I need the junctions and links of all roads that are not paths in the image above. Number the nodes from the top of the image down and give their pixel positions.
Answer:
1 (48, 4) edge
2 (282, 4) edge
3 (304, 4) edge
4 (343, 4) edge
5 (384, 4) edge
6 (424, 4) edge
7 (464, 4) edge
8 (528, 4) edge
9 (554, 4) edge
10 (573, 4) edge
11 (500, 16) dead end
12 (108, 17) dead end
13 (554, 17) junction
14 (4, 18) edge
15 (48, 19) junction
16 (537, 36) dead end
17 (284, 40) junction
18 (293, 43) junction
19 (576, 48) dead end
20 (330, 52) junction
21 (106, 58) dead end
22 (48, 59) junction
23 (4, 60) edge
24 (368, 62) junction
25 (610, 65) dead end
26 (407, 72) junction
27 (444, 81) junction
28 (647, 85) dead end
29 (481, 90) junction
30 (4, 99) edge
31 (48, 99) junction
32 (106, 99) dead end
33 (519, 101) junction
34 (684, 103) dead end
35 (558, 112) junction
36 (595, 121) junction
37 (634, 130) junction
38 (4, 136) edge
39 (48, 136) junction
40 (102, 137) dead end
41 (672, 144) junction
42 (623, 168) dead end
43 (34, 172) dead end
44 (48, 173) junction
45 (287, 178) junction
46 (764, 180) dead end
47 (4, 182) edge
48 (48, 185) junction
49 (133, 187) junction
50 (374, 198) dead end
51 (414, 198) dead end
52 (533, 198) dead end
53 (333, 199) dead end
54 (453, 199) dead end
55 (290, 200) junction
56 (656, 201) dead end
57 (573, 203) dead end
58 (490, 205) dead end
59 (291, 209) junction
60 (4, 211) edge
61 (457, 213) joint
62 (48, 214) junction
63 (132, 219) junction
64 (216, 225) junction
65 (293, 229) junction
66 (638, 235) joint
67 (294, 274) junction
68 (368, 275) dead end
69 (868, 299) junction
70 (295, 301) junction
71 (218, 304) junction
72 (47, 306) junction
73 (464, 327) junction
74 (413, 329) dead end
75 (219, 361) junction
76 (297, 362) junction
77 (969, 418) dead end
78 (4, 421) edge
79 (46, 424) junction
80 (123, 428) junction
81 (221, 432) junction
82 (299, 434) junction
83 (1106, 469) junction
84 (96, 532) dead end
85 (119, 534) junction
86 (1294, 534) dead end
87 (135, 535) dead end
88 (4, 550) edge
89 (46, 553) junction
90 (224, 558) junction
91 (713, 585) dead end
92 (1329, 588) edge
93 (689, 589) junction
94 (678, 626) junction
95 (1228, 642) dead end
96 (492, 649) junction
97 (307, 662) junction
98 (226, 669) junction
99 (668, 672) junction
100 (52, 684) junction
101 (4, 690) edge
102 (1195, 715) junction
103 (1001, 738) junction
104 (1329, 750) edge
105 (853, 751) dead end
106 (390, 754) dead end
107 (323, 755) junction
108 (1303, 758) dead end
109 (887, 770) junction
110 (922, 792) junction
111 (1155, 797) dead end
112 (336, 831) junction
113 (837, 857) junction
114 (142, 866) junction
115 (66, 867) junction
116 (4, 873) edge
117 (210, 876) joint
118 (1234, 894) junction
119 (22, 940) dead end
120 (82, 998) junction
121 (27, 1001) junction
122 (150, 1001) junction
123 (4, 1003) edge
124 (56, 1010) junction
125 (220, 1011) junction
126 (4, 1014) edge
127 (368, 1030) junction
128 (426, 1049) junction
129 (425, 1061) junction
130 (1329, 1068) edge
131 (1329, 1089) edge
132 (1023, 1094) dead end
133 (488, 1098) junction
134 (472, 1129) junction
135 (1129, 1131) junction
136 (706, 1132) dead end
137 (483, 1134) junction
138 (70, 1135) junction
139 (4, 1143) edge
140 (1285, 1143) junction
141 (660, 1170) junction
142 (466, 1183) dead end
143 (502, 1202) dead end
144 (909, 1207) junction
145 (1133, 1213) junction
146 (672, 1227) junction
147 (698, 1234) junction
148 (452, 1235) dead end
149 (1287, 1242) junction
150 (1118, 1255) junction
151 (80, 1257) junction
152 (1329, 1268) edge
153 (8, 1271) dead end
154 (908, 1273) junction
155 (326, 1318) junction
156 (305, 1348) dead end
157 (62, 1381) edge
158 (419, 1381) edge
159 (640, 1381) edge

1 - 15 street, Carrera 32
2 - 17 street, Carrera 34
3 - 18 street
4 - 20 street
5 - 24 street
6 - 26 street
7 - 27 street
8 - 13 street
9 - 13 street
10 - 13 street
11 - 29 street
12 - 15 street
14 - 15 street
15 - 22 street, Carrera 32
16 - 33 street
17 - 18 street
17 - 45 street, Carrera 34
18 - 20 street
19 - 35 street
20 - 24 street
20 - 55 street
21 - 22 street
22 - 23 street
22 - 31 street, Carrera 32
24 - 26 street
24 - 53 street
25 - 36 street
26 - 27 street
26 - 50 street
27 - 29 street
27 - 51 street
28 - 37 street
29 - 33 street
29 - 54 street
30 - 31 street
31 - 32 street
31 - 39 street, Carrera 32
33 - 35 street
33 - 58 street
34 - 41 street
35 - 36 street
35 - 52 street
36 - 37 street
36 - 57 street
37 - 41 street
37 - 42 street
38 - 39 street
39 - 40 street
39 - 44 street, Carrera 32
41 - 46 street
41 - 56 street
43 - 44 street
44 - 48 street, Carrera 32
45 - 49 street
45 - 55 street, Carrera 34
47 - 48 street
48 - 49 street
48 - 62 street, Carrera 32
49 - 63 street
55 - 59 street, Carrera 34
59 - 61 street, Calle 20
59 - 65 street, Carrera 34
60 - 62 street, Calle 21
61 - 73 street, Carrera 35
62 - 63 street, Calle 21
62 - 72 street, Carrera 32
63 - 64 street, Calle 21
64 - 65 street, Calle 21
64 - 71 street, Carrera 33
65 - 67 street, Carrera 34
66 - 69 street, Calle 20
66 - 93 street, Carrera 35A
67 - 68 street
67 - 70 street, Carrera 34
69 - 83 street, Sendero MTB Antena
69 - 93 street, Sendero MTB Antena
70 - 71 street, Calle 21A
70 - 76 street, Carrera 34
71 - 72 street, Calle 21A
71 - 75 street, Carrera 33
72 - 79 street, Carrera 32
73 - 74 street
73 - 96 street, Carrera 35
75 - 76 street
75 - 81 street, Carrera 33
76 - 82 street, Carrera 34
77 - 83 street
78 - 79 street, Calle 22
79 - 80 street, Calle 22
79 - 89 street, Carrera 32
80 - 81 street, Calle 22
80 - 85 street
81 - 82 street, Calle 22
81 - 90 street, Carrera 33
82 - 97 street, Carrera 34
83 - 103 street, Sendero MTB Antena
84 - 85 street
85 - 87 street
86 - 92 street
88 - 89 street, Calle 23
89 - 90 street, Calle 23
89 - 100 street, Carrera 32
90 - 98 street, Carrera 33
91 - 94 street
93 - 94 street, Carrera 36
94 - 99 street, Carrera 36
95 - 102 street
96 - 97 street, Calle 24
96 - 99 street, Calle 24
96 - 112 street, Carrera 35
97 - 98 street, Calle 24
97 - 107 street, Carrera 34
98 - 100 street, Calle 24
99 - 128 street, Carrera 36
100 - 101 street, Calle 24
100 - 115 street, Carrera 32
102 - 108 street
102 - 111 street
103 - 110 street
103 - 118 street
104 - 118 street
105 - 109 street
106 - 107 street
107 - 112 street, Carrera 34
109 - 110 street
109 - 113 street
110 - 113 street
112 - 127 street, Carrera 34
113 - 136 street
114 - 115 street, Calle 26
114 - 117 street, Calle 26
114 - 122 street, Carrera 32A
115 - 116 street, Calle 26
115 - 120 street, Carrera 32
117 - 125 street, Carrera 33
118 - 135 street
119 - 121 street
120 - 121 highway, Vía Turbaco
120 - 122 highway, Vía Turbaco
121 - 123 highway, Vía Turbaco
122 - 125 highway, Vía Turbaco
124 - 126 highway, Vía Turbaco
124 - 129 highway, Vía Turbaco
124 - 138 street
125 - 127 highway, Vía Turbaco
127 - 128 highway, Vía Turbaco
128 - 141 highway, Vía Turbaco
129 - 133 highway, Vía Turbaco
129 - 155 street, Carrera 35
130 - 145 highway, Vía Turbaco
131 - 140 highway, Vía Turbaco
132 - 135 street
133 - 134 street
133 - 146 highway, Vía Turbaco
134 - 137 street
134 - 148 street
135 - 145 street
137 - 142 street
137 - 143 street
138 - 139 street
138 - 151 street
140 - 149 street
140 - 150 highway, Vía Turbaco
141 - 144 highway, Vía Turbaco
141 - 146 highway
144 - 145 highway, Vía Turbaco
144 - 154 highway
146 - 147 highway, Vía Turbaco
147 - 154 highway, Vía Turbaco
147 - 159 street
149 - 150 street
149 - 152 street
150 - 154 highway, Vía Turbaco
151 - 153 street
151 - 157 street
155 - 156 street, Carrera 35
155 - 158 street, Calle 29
★ ★ ★
Check each line of the data above for the word "Antena" and copy the ones where it is found.

Task result:
69 - 83 street, Sendero MTB Antena
69 - 93 street, Sendero MTB Antena
83 - 103 street, Sendero MTB Antena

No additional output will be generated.